* [ASSIGNMENT] Please find every line in the entries below that contains the string "main", and copy it.

■ ■ ■

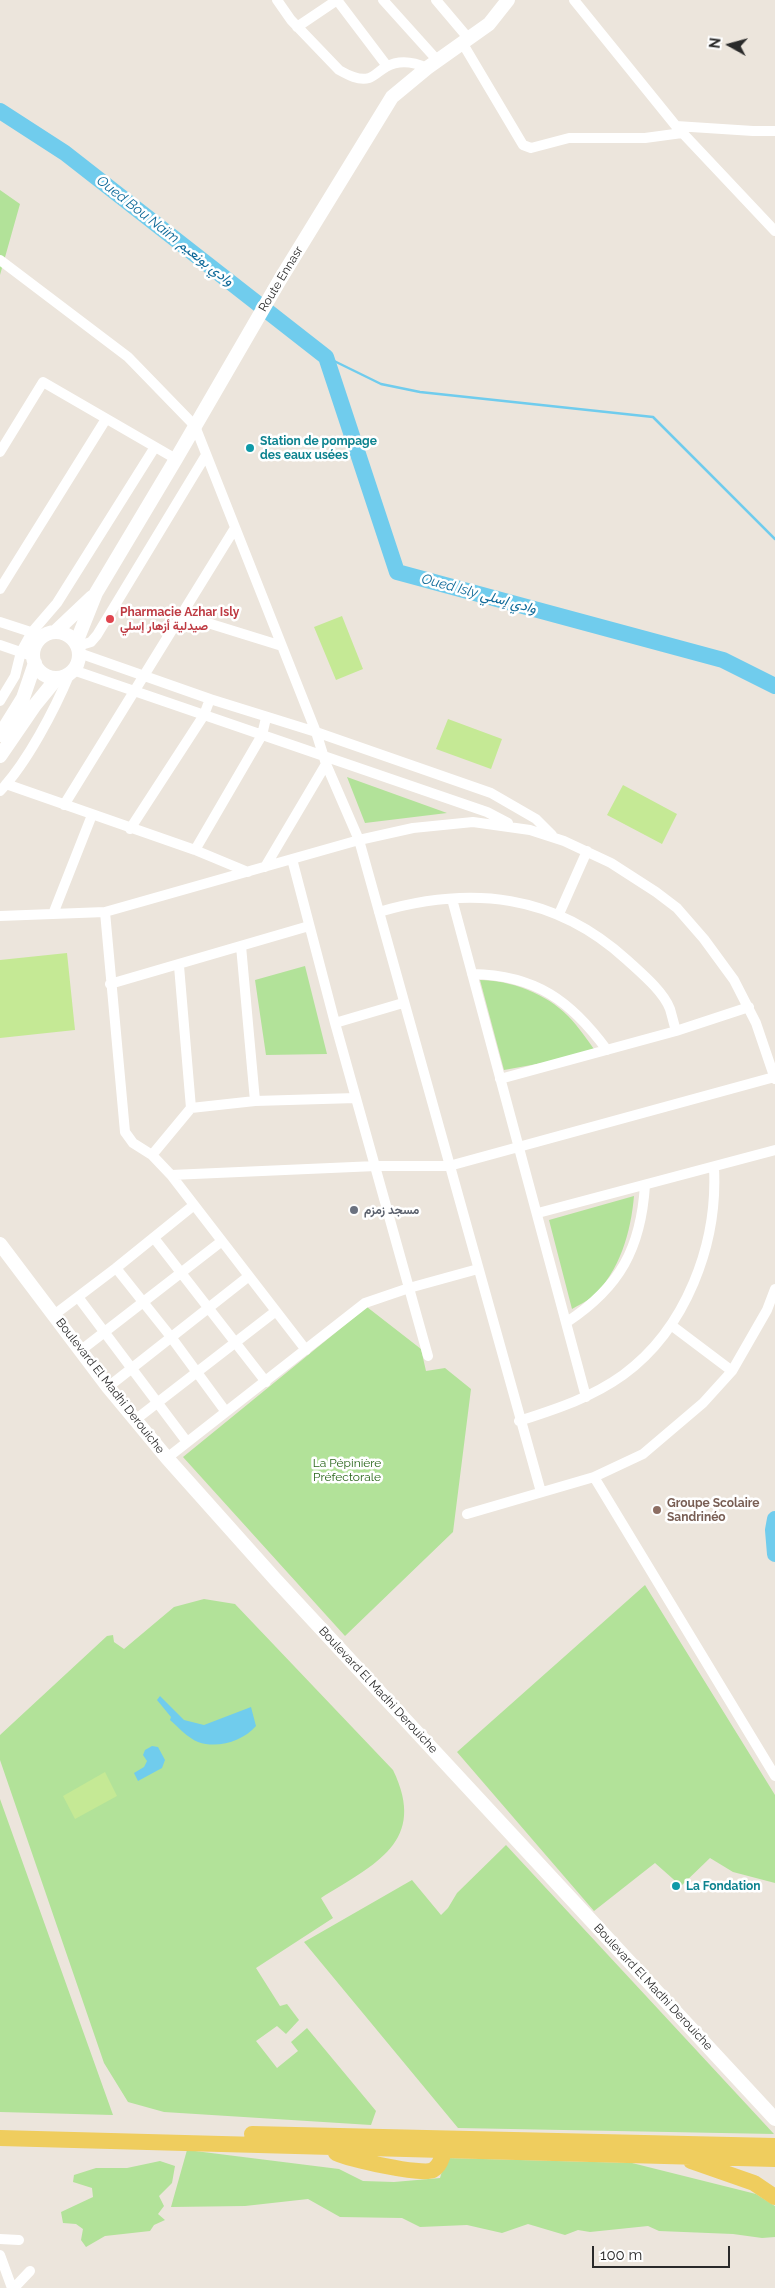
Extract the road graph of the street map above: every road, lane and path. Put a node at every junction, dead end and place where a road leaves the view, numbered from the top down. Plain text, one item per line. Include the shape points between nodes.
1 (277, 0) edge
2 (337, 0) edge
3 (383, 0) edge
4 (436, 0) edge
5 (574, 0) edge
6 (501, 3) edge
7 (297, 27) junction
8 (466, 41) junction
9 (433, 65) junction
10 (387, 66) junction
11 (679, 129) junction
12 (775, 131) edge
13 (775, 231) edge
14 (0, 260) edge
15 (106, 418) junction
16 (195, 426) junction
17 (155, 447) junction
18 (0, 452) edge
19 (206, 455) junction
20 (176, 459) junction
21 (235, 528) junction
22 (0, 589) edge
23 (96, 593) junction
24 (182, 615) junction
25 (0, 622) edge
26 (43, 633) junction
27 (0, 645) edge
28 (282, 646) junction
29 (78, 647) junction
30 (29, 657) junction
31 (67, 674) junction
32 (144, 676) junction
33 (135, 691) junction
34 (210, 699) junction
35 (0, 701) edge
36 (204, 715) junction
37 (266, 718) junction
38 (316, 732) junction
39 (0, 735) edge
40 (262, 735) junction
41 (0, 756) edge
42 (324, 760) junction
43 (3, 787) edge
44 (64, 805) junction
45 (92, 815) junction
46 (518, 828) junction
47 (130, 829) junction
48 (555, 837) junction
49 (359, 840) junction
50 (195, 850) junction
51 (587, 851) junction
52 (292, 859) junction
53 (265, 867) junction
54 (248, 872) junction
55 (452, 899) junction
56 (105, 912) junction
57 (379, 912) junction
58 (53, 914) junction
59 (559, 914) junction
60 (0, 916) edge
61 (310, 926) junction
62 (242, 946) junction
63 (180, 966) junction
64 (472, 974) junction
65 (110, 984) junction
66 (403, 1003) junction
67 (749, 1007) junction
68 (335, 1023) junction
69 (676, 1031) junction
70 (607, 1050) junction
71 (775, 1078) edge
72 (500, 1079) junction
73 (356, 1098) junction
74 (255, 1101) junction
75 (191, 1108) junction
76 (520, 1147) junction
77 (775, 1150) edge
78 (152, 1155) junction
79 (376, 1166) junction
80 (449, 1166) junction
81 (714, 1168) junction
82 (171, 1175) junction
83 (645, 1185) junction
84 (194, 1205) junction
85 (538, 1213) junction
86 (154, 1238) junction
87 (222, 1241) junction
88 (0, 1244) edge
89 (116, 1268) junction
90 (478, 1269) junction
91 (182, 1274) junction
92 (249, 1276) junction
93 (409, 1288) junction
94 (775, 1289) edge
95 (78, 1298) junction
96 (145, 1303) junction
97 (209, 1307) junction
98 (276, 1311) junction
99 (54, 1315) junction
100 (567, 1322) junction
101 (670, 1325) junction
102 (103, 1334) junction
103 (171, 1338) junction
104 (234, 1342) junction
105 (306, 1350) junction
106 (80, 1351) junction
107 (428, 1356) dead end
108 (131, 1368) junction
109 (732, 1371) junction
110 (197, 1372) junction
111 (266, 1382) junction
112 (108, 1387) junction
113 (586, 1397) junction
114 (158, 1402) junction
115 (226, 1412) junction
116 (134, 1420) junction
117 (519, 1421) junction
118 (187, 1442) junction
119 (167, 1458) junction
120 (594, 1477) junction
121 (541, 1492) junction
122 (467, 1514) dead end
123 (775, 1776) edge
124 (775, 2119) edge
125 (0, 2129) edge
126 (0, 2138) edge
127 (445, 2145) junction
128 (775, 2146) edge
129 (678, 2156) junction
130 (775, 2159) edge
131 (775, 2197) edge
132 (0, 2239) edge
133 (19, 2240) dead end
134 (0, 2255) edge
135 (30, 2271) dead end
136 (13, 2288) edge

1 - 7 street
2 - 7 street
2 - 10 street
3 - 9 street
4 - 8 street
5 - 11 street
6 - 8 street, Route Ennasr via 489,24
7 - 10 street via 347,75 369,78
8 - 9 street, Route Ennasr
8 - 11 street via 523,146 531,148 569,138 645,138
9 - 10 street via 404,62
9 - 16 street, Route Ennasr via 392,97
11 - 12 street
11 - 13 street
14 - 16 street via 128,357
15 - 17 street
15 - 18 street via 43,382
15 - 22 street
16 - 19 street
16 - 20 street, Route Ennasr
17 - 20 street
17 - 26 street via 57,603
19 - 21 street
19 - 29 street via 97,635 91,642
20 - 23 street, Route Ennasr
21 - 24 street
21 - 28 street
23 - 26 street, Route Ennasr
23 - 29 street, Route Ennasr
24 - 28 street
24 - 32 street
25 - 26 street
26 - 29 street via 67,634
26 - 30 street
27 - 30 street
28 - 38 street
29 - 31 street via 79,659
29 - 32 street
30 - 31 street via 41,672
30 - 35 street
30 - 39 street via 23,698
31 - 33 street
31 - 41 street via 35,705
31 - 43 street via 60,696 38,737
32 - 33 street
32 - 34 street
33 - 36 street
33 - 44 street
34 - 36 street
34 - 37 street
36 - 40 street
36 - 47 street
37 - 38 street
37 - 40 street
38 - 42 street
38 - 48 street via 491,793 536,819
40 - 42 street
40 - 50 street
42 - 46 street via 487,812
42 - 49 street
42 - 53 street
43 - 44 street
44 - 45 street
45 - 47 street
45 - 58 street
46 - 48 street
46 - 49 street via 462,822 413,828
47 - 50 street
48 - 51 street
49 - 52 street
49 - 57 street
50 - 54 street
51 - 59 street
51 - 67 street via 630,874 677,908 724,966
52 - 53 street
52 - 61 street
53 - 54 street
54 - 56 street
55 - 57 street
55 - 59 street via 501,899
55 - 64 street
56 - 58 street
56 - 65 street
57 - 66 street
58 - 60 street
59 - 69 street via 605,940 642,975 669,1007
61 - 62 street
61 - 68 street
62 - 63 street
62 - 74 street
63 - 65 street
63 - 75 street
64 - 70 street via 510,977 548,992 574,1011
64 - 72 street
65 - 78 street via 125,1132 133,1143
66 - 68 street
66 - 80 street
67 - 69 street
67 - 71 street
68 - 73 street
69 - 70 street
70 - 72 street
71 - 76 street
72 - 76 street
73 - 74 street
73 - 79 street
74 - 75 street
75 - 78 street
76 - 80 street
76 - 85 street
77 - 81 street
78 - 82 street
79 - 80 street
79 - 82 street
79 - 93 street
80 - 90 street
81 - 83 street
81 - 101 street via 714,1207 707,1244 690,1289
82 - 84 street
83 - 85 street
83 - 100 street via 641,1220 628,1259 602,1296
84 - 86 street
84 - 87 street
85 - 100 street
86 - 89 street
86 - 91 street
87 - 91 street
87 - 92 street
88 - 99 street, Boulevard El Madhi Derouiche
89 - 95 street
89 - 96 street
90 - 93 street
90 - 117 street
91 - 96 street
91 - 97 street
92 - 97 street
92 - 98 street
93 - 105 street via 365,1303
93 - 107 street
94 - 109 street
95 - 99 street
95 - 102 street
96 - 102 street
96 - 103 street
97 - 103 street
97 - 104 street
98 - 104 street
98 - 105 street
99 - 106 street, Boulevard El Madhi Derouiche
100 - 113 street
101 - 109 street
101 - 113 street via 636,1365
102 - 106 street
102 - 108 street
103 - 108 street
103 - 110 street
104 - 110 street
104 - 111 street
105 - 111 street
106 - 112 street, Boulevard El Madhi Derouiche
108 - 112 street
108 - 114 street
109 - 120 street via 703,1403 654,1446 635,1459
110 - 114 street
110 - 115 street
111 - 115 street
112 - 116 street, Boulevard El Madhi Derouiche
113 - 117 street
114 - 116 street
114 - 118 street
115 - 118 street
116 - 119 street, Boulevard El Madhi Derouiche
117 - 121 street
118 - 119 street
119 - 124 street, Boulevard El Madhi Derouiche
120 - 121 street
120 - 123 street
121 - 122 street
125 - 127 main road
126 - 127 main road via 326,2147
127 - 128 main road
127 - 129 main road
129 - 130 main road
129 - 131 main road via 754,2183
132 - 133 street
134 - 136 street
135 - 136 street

■ ■ ■

* [THE COMPLETED TASK]
125 - 127 main road
126 - 127 main road via 326,2147
127 - 128 main road
127 - 129 main road
129 - 130 main road
129 - 131 main road via 754,2183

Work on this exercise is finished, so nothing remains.